Talk:70:90:105:126
Name
This should be the subharmonic seventh chord, not 1/(7:6:5:4). 1/(7:6:5:4) is a half-diminished chord that doesn't even include a perfect fifth, and the term subharmonic alone isn't enough to signify that as the altering on the fifth should always be explicit. Also, the subharmonic ninth chord 1/(9:7:6:5:4) should extend the subharmonic seventh chord, so if 1/(7:6:5:4) is the subharmonic seventh chord, then 1/(9:7:6:5:4) can't be the subharmonic ninth chord. Finally, there's the neat symmetry that the harmonic sixth chord 6:7:9:10 inverts to the subharmonic seventh chord 1/(7:6:5:4) and the harmonic seventh chord 4:5:6:7 inverts to the subharmonic sixth chord 1/(12:10:8:7). —FloraC (talk) 08:58, 11 March 2026 (UTC)
- Please see https://en.xen.wiki/w/Kite%27s_thoughts_on_harmonic_and_subharmonic_nomenclature. I believe it addresses all your objections. --TallKite (talk) 18:55, 20 March 2026 (UTC)

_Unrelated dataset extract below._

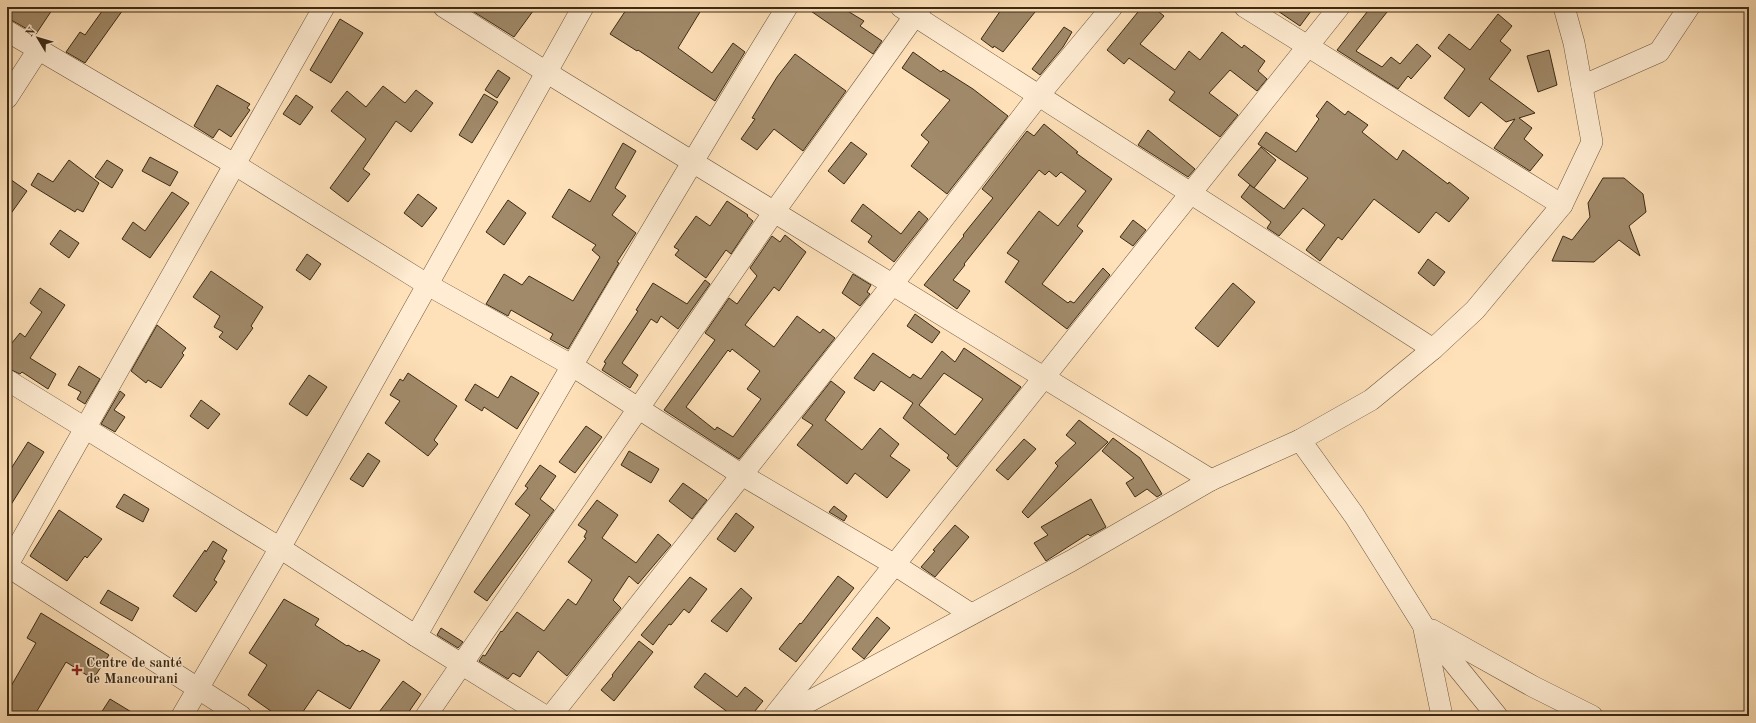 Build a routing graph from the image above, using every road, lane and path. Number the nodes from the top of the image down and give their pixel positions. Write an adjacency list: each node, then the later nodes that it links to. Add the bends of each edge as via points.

- I think that's a good try. It's almost the best one can make out without awareness of the basics of inverting a chord in the practice of negative harmony. Unfortunately due to the lack of awareness, your nomenclature for seventh chords and onwards, as well as sixth chords, are all unnecessarily irregular.
- In negative harmony practice, a chord is inverted not w.r.t the tonic but w.r.t. the midpoint of the tonic and fifth. The major triad inverts to the minor triad, but the dominant seventh chord inverts to the minor-major sixth chord. Since the minor seventh is a minor third above the fifth, inverting it makes it a minor third below the tonic, and octave-reducing it gives the major sixth.
- Becuz you paired the dominant seventh chord with the minor seventh flat-fifth chord, your nomenclature shows several asymmetries:
- Your harmonic ninth chord is an extension of your harmonic seventh chord, but your "subharmonic ninth chord" isn't an extension of your "subharmonic seventh chord" up to octave reduction.
- Your harmonic eleventh chord corresponds to a common name, but your "subharmonic eleventh chord" doesn't.
- Your sixth chords are irregular special cases.
- Becuz you paired the dominant seventh chord with the minor seventh flat-fifth chord, your nomenclature shows several asymmetries:
- None of them is necessary. They are all fixed if you follow the negative harmony practice I laid out above, by pairing dominant seventh chords with minor-major sixth chords. From here, we further have dominant ninth chords with minor-major sixth added-eleventh chords, dominant added-eleventh chords with minor-major sixth-ninth chords, and dominant eleventh chords with minor-major sixth-eleventh chords. Assign 5/4, 7/4, and 11/4 to the appropriate diatonic categories and you'll sort all the JI chords out.
- So in conclusion, I think I've made a good case for my initial request that 1/(9:7:6:5) is the subharmonic seventh chord, not 1/(7:6:5:4).